▸ **WHAT TO WORK ON**
Go line by line through the records and tally those that include "dead". Respond with the tally only.

▸ **DATA FOR THIS TASK**
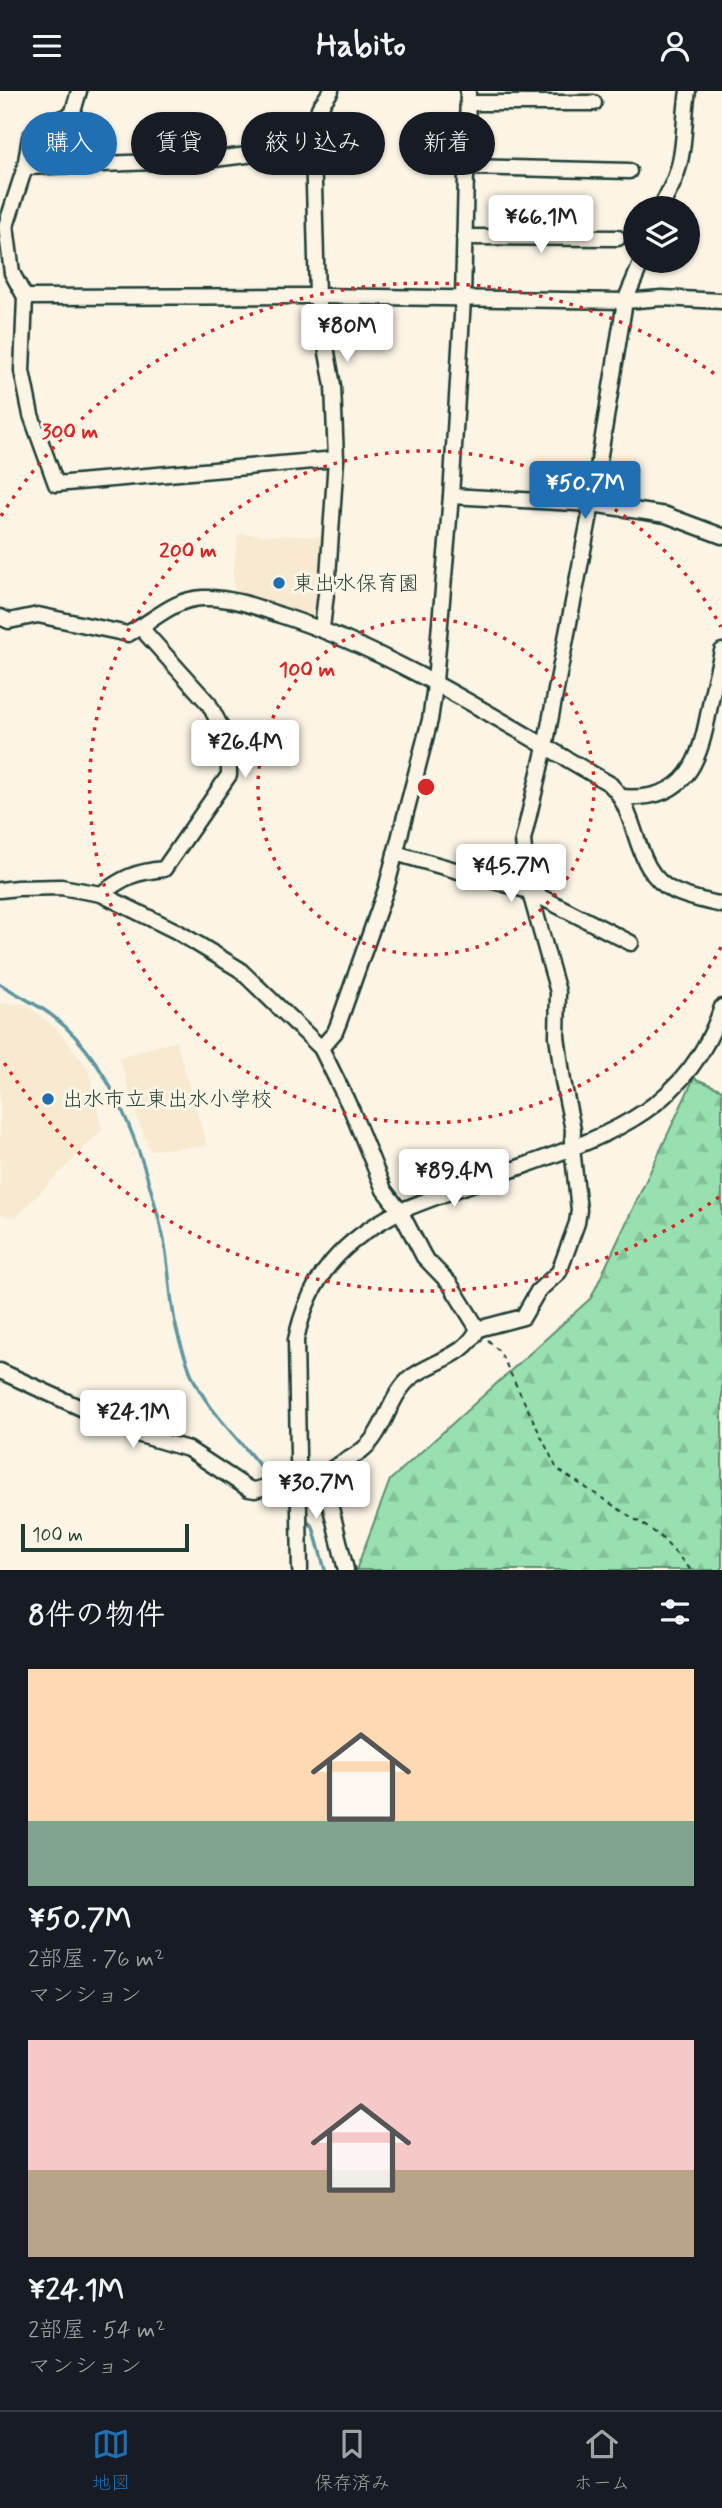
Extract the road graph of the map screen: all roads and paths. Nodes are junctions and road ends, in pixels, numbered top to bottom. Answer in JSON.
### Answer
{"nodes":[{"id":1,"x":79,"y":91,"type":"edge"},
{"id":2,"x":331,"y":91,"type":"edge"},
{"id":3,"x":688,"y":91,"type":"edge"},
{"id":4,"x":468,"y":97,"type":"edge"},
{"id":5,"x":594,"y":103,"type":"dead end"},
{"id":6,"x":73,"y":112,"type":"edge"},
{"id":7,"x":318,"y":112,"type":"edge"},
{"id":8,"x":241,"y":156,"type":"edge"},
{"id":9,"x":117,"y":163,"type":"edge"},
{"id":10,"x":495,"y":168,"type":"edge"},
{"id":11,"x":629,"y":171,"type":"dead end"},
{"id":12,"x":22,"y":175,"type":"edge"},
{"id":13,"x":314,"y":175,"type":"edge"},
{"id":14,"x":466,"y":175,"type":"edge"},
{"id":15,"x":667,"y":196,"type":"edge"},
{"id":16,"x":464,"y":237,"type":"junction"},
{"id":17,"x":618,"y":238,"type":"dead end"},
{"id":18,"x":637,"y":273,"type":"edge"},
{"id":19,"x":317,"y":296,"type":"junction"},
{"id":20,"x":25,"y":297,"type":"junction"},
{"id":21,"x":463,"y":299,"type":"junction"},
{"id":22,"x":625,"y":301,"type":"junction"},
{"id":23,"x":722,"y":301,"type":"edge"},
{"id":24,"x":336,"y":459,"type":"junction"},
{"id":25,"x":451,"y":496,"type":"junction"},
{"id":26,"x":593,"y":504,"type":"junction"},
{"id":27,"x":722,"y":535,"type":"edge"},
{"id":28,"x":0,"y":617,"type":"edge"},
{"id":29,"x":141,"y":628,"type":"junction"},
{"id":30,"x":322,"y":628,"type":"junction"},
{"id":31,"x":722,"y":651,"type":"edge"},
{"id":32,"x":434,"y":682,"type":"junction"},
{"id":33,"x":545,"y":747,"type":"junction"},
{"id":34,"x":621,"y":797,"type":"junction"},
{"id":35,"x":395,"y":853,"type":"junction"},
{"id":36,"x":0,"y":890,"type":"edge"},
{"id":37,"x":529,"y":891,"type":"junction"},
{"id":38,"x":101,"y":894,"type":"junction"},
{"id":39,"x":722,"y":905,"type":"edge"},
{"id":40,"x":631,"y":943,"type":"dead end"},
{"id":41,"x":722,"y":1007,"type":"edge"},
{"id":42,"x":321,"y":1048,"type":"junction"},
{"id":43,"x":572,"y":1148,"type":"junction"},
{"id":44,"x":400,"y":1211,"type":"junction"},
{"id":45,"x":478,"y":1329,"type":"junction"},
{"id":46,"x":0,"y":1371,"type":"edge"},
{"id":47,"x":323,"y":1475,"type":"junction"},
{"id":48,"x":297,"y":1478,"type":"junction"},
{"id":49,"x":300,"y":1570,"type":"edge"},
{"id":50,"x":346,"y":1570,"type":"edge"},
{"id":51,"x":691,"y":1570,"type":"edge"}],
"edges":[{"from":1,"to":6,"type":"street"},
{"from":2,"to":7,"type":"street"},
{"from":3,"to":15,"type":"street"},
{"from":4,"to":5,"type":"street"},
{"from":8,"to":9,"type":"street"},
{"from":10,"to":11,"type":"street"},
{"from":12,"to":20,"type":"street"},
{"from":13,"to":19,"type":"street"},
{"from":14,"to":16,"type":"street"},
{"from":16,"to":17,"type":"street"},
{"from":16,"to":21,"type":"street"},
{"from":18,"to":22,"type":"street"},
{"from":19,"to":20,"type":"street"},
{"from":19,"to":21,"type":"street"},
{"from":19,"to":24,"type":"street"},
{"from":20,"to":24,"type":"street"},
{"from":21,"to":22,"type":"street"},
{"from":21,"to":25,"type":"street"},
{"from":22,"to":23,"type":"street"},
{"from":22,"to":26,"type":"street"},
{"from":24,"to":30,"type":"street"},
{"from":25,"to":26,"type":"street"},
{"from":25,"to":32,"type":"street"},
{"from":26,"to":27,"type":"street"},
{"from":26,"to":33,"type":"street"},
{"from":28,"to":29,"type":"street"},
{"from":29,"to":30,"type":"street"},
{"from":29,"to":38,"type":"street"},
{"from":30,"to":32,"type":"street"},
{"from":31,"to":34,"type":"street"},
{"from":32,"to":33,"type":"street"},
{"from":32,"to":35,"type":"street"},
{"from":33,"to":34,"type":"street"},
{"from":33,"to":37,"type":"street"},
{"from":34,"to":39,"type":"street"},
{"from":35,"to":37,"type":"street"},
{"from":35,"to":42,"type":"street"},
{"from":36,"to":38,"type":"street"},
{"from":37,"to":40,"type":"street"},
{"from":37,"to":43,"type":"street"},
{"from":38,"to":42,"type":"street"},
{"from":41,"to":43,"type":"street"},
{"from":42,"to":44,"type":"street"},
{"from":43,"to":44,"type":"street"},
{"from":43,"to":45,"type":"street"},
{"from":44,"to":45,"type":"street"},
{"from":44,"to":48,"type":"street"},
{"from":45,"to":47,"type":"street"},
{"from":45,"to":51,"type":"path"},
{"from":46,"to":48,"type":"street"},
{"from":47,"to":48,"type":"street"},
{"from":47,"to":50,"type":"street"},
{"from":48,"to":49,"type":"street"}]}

▸ **RESPONSE BOX**
4